In any case, Rilkes insistence on balancing impersonality with the description of actual "sense"(perhaps as in both 'sense-impressions' and the 'sense of an expression') could be somewhat enlightning of such a conception of poetry. Consider, for instance, this quote:

"Do the New Poems still seem so impersonal to you? You see, in order to speak about what happened to me, what I needed was not so much an instrument of emotion, but rather: clay. Involuntarily I undertook to make use of use of 'lyric poetry' in order to form, not feelings, but things I had felt; every one of life's events had to find a place in this forming, independently of the suffering or pleasure it had at first brought me. This formation would have been worthless if it hadn't gone as far as the trans-formation of every accidental detail; it had to arrive at essence."

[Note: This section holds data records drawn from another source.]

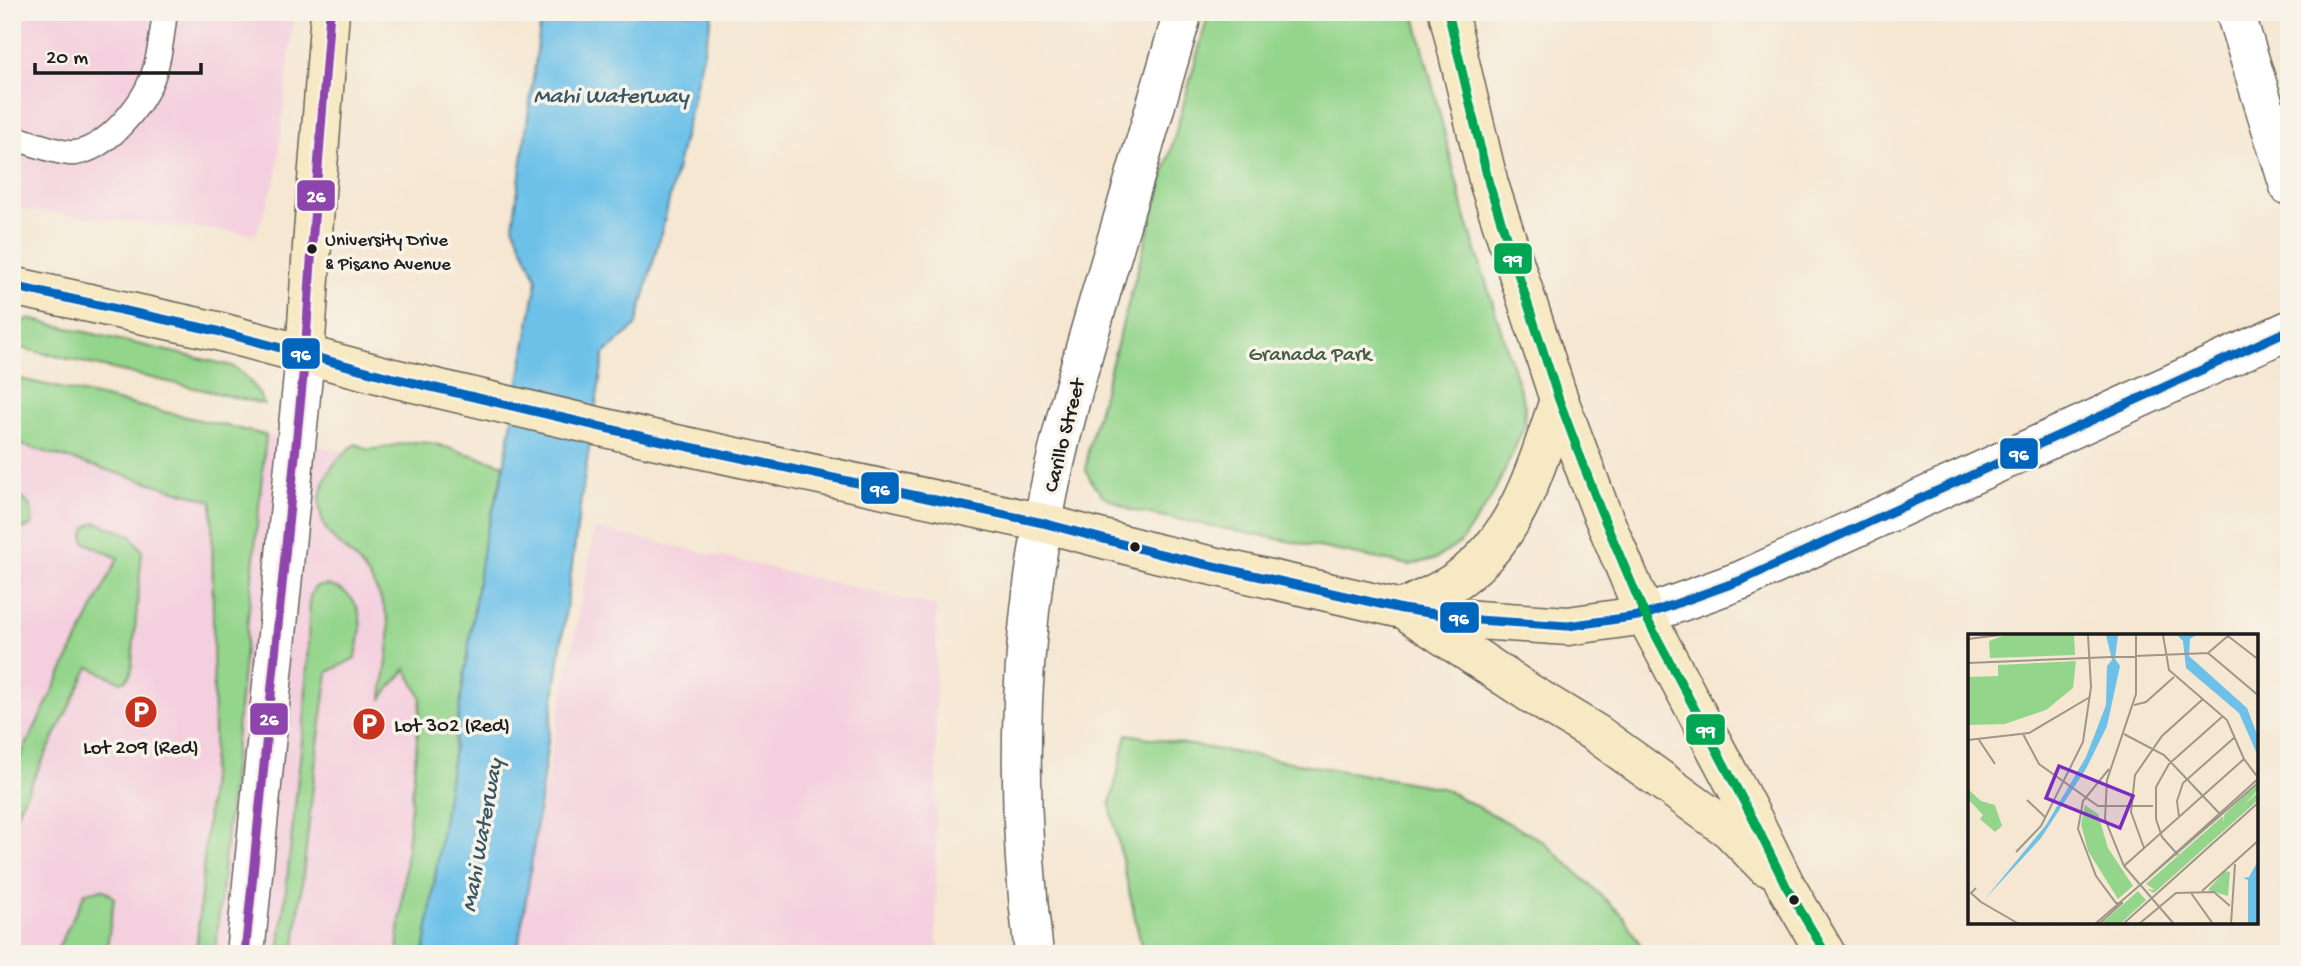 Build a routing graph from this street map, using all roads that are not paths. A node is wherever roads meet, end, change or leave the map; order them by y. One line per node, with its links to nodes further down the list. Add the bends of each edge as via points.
1 (165, 12): 6 (lane, via 159,60 147,93 100,144 74,154)
2 (330, 12): 10 (street)
3 (1183, 12): 12 (street, Carillo Street, via 1062,427)
4 (1448, 12): 11 (street, via 1489,184)
5 (2235, 12): 7 (street)
6 (12, 137)
7 (2289, 186)
8 (12, 286): 10 (street, via 217,331)
9 (2289, 330): 14 (street, via 1742,580)
10 (305, 356): 12 (street, via 648,438); 16 (street)
11 (1559, 400): 13 (street, via 1532,478 1509,525 1485,558 1458,580); 14 (street)
12 (1043, 523): 13 (street); 17 (street, Carillo Street, via 1026,651 1021,734)
13 (1402, 609): 14 (street, via 1568,626); 15 (street, via 1597,734 1700,807)
14 (1645, 615): 15 (street)
15 (1786, 886): 18 (street)
16 (245, 954)
17 (1034, 954)
18 (1825, 954) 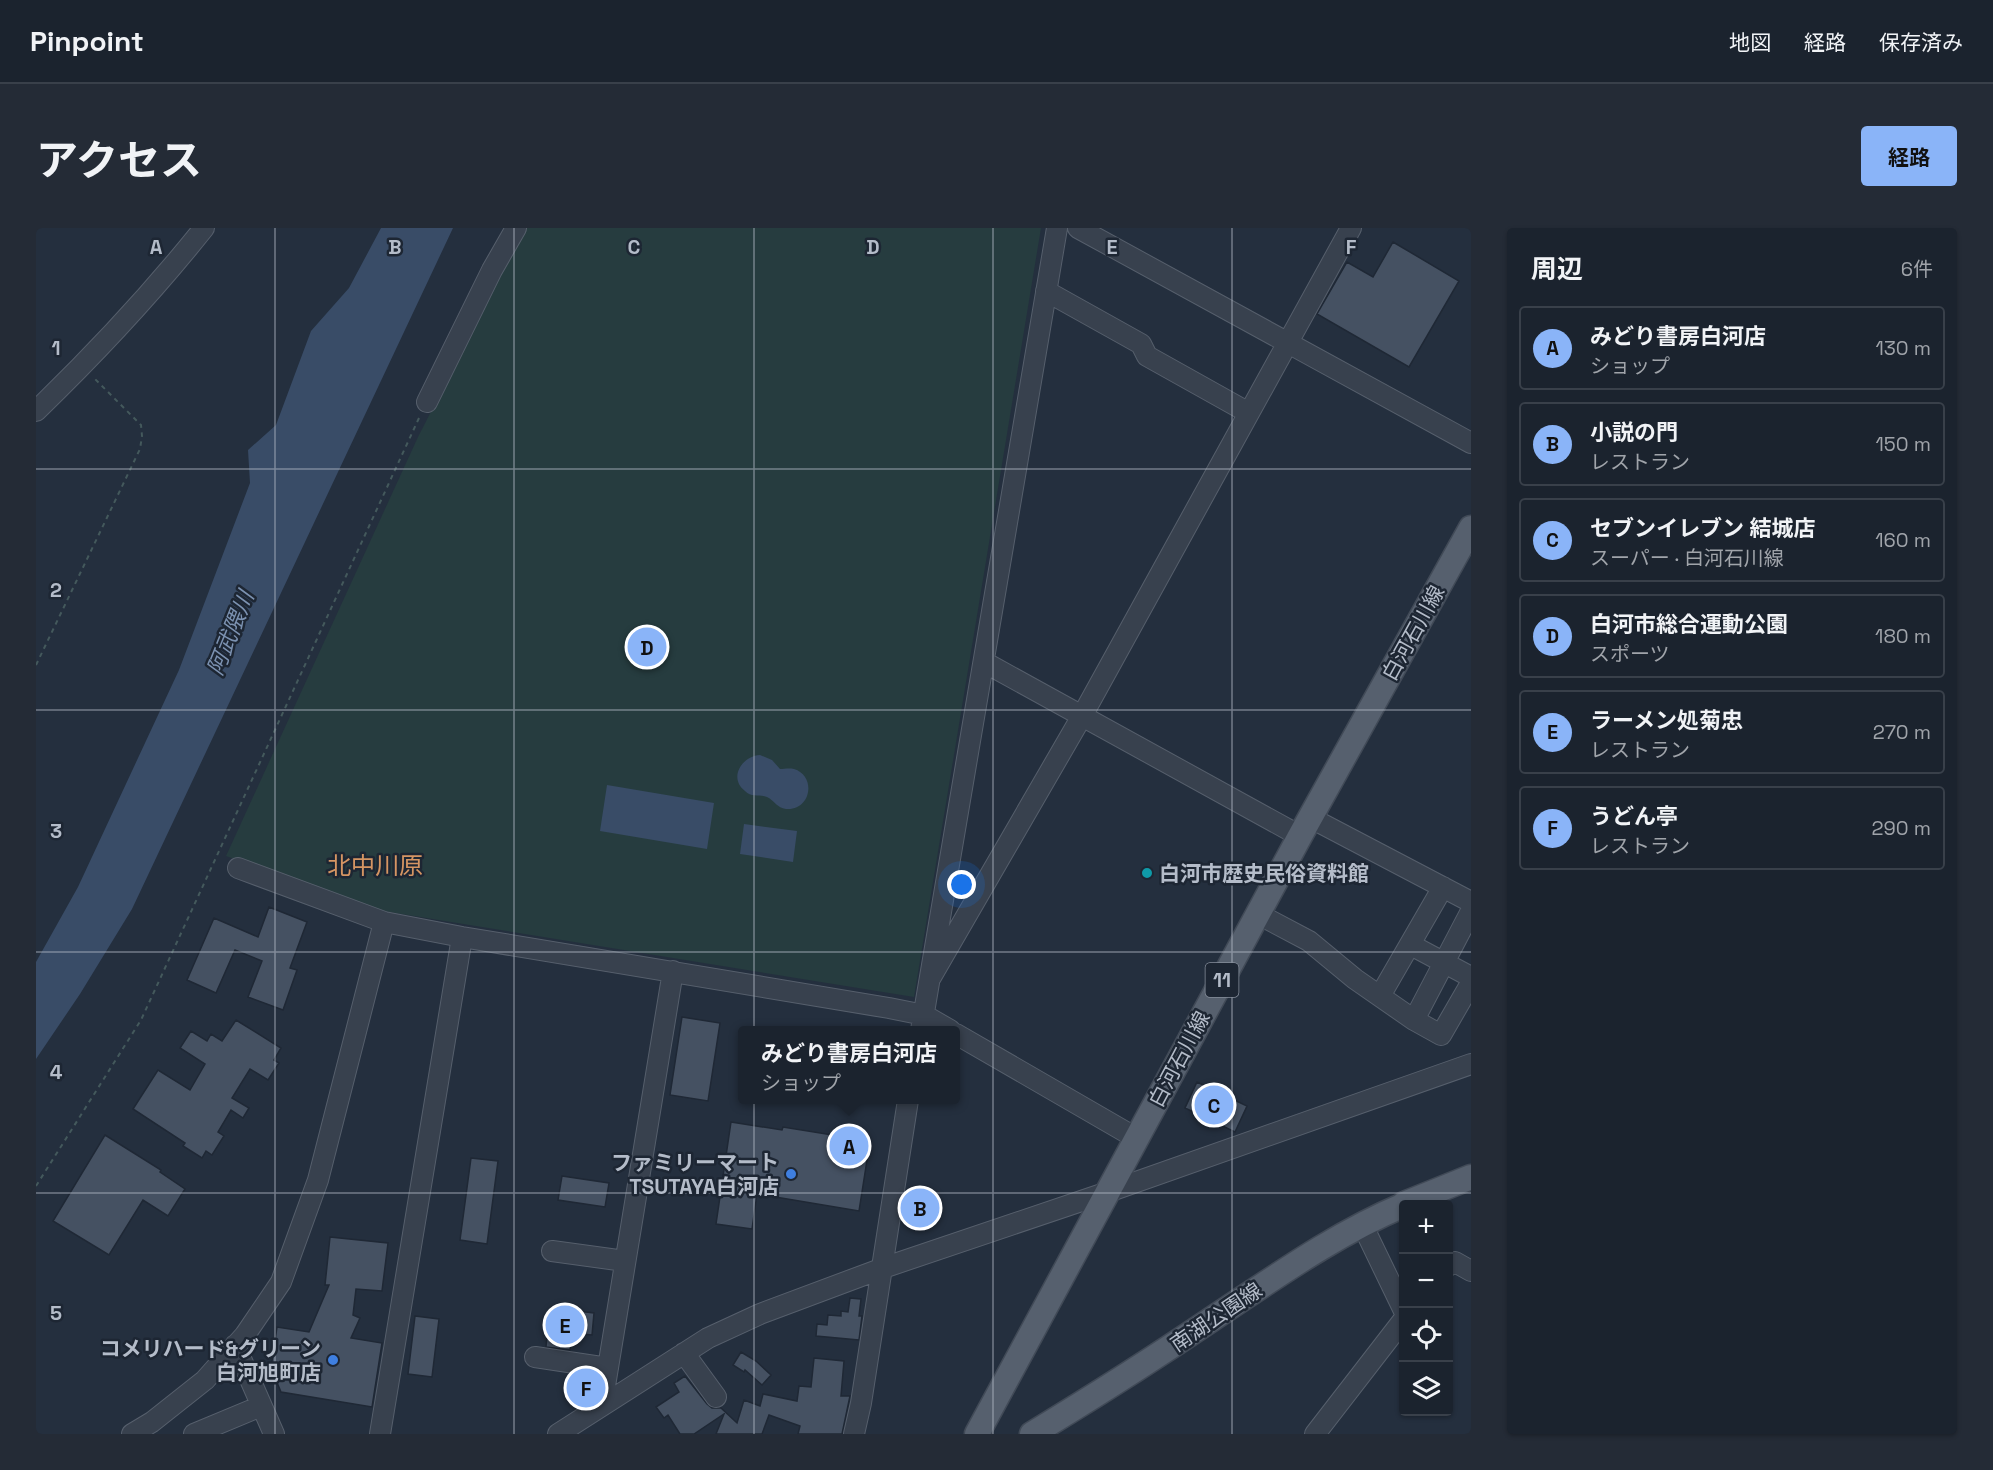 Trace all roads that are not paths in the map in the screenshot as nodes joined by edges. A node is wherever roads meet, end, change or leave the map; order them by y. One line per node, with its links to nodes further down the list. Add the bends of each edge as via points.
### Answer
1 (204, 228): 9 (street, via 162,280)
2 (516, 228): 8 (street)
3 (1057, 228): 6 (street)
4 (1078, 228): 7 (street)
5 (1351, 228): 7 (street)
6 (1046, 291): 10 (street, via 1141,344 1147,356); 13 (street)
7 (1287, 344): 10 (street); 11 (street)
8 (427, 402)
9 (36, 411)
10 (1249, 413): 14 (street)
11 (1471, 443)
12 (1471, 528): 15 (main road, 白河石川線 / 11)
13 (984, 662): 14 (street); 26 (street)
14 (1082, 716): 15 (street); 26 (street)
15 (1305, 827): 17 (street); 20 (main road, 白河石川線 / 11)
16 (238, 868): 21 (street)
17 (1443, 887): 18 (street); 23 (street)
18 (1471, 902)
19 (1471, 911): 24 (street)
20 (1258, 914): 28 (street, via 1309,941); 34 (main road, 白河石川線 / 11)
21 (384, 922): 22 (street); 47 (street, via 318,1180 281,1282)
22 (462, 937): 25 (street); 59 (street)
23 (1411, 945): 24 (street); 28 (street)
24 (1443, 962): 27 (street); 29 (street)
25 (673, 971): 30 (street); 41 (street)
26 (931, 977): 30 (street)
27 (1470, 986): 29 (street, via 1441,1035)
28 (1380, 996): 29 (street)
29 (1414, 1020)
30 (923, 1023)
31 (960, 1036): 34 (street)
32 (1471, 1064): 36 (street)
33 (907, 1104): 43 (street)
34 (1136, 1138): 36 (main road, 白河石川線 / 11)
35 (1471, 1177): 37 (main road, 南湖公園線)
36 (1105, 1193): 43 (street); 62 (main road, 白河石川線 / 11)
37 (1416, 1200)
38 (1399, 1207): 39 (main road, 南湖公園線)
39 (1362, 1224): 45 (street); 55 (main road, 南湖公園線, via 1310,1253)
40 (552, 1251): 41 (street)
41 (625, 1261): 50 (street)
42 (1453, 1263): 44 (street)
43 (883, 1268): 48 (street, via 760,1314); 61 (street)
44 (1471, 1271)
45 (1403, 1308)
46 (1399, 1326): 64 (street)
47 (235, 1345): 53 (street); 56 (street, via 205,1380)
48 (684, 1353): 51 (street); 52 (street)
49 (535, 1357): 50 (street)
50 (608, 1368): 52 (street)
51 (716, 1397)
52 (605, 1402): 54 (street)
53 (261, 1406): 57 (street); 58 (street)
54 (580, 1428): 60 (street)
55 (1057, 1428): 63 (main road, 南湖公園線)
56 (132, 1434)
57 (194, 1434)
58 (274, 1434)
59 (380, 1434)
60 (558, 1434)
61 (854, 1434)
62 (976, 1434)
63 (1032, 1434)
64 (1316, 1434)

- Rilke, Letters, Rilke to "une amie", February 3, 1923

As stated: just, immediate (i.e. unorganized) thoughts about the "potentiality" of such a statement... Whether these thoughts, too, connects to cetain Flarf-matters I would be quite unable say....

Thomas said...

Jay, Laura and I touched on this issue in relation to an earlier post:

http://pangrammaticon.blogspot.com/2005/04/tractatus-pathetico-poeticus-6233-4.html

I think I mean basically what Pound meant by "emotion". He said that only emotion endures, but I would add that concepts are durable in a similar way. I mean by "concept" more or less what the later Wittgenstein meant, though without severing the connection to Frege completely. Poetry is emotional notation, Ergriffsschrift.

I'll probably return to that. But, yes, right now I'm interested mainly in the emotions that pertain to Flarf.

Presskorn said...

Concepts, Frege etc.: Yes! And of course an idea of an Ergriffschrift connects nicely with the thoughts you put forward in your "Likeness"... It would be a nice addition to the quasi-aristotelian "division of labor" implied by Likeness.(Perhaps like this: Logic writes down concepts, Sociology writes down actions, Science writes down obejcts and Art writes down emotions and Philosophy deconstructs this very divsion by displaying the inherent relations between the elements in an "ubersicthliche darstellung"... Although this way of putting it is not completely in line with Likeness.)

In any case, I think(obviously like you) that Pound and emotion would make a very interesting addition to the "framework" of Likeness, so I do hope you'll return to it at some point. Regards etc.